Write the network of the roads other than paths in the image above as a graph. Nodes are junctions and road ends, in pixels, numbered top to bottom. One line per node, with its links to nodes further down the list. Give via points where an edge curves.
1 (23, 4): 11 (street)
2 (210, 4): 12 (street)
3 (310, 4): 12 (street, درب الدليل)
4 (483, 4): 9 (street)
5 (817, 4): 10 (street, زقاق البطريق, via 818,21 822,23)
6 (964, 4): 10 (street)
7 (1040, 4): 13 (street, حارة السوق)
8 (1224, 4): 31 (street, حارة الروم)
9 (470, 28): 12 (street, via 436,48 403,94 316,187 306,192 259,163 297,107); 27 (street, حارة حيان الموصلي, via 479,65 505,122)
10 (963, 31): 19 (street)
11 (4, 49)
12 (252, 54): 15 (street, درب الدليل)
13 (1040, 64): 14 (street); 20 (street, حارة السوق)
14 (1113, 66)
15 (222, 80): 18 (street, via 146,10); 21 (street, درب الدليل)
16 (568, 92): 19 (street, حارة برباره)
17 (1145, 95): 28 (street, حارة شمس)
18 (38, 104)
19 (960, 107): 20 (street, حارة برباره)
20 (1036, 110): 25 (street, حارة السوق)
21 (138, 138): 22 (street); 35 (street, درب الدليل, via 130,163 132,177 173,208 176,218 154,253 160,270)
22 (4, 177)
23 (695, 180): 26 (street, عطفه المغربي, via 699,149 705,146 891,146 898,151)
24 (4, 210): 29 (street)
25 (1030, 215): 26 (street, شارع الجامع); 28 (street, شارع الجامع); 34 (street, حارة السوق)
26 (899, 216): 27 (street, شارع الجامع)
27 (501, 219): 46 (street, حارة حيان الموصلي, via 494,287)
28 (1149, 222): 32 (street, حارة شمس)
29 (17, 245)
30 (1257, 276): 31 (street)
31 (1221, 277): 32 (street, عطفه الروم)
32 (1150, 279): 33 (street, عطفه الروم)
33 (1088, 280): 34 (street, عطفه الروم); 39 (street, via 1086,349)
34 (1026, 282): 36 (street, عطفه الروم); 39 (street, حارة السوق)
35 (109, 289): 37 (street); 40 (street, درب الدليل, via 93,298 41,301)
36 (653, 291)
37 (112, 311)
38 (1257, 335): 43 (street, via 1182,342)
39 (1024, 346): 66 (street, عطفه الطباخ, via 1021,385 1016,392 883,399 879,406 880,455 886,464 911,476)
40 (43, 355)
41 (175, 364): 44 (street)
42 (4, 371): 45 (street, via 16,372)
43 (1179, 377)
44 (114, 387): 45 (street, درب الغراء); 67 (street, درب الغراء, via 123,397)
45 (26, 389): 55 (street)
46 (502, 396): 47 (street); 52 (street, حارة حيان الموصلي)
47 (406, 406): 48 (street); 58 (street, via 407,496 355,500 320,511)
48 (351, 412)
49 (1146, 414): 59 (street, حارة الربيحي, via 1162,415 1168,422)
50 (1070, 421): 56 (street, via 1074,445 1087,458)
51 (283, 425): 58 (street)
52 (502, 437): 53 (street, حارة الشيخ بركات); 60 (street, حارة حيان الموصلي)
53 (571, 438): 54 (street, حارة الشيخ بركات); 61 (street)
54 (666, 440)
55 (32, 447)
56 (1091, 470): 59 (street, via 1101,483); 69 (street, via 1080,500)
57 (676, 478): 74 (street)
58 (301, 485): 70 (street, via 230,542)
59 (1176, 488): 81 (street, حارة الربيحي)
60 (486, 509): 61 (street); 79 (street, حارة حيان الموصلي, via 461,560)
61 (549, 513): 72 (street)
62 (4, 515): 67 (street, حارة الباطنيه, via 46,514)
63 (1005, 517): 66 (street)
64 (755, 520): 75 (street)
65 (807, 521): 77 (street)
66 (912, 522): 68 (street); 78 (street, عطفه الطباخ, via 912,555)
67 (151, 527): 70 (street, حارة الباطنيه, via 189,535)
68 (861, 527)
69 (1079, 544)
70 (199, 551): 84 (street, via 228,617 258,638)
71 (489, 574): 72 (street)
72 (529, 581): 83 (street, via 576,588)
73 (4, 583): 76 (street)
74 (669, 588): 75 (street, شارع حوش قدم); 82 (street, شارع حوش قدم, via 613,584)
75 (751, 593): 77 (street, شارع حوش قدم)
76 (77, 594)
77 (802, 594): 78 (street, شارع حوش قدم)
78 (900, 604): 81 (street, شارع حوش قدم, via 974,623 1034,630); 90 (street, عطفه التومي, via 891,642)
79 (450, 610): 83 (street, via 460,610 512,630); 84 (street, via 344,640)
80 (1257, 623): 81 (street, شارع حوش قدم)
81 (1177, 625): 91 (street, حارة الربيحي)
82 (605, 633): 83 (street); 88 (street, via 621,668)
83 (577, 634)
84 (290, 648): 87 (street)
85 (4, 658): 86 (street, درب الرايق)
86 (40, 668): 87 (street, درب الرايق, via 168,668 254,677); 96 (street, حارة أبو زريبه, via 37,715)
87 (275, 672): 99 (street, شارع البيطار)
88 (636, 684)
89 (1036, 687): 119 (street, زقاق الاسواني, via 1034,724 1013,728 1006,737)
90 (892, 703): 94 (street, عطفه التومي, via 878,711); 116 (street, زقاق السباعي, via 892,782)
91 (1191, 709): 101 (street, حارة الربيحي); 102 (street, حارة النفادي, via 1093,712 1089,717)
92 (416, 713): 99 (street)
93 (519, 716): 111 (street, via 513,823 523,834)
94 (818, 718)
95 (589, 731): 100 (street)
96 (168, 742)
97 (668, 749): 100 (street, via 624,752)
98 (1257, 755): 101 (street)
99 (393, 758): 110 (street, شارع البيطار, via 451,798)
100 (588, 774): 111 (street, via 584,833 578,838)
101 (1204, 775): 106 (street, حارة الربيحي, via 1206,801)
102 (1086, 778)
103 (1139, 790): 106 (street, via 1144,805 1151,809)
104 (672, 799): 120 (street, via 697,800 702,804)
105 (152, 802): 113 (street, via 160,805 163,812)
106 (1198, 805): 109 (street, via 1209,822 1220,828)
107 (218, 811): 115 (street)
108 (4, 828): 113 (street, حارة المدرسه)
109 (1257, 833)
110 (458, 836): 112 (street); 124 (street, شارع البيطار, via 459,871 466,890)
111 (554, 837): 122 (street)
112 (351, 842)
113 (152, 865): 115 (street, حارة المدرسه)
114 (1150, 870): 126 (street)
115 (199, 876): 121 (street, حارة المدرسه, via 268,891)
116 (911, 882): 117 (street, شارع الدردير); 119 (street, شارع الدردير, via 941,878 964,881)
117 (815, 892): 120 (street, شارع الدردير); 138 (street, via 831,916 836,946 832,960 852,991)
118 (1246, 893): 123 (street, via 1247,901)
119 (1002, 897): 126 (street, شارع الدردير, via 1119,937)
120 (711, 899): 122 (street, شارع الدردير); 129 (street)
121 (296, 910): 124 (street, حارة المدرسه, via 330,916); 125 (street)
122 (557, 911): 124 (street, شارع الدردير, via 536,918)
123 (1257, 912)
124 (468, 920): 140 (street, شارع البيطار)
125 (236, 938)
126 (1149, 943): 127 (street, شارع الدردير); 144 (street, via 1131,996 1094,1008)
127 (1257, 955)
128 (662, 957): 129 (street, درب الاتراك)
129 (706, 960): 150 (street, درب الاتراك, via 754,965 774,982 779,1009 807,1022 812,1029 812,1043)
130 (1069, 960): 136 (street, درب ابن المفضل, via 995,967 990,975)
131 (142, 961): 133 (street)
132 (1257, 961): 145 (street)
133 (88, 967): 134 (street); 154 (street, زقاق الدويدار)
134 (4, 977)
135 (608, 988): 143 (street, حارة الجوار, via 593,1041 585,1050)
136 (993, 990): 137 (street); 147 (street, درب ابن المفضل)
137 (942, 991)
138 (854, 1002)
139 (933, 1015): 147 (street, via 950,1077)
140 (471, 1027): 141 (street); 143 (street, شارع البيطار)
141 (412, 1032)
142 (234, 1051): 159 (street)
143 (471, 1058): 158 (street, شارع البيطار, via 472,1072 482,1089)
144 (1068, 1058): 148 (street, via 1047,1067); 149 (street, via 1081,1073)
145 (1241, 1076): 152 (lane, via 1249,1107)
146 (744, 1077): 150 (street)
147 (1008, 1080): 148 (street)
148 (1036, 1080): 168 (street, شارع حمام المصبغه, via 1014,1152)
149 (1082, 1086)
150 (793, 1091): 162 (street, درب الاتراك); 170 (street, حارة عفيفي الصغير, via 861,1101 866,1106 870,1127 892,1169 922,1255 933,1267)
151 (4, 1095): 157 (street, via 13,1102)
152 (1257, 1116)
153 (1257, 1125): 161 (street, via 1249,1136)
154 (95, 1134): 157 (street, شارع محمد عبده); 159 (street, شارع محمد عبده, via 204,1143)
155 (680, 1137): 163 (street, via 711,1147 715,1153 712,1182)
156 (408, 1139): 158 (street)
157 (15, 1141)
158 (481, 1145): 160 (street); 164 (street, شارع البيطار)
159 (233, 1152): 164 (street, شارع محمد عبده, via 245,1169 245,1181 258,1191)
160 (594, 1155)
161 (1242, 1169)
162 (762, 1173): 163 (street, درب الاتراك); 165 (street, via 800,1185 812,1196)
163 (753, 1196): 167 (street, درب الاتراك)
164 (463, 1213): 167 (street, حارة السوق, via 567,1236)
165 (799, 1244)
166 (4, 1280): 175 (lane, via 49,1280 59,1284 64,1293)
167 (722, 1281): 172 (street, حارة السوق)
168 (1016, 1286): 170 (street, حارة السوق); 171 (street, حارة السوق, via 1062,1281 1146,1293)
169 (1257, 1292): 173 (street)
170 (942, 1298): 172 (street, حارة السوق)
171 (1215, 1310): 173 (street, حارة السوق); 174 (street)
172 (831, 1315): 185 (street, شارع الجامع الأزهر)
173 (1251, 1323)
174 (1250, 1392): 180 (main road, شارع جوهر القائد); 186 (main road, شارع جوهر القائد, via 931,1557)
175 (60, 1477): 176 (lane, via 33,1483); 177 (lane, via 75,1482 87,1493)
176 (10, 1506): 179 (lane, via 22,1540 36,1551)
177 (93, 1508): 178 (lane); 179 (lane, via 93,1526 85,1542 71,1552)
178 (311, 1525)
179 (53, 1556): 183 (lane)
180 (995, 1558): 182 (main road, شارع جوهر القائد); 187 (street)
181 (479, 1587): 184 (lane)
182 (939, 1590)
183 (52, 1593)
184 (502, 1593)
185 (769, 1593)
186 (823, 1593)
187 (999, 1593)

◆ PROBLEM REQUIREMENTS ◆
Pick out all lines from the data above in which the word "القائد" appears.

◆ REPLY ◆
174 (1250, 1392): 180 (main road, شارع جوهر القائد); 186 (main road, شارع جوهر القائد, via 931,1557)
180 (995, 1558): 182 (main road, شارع جوهر القائد); 187 (street)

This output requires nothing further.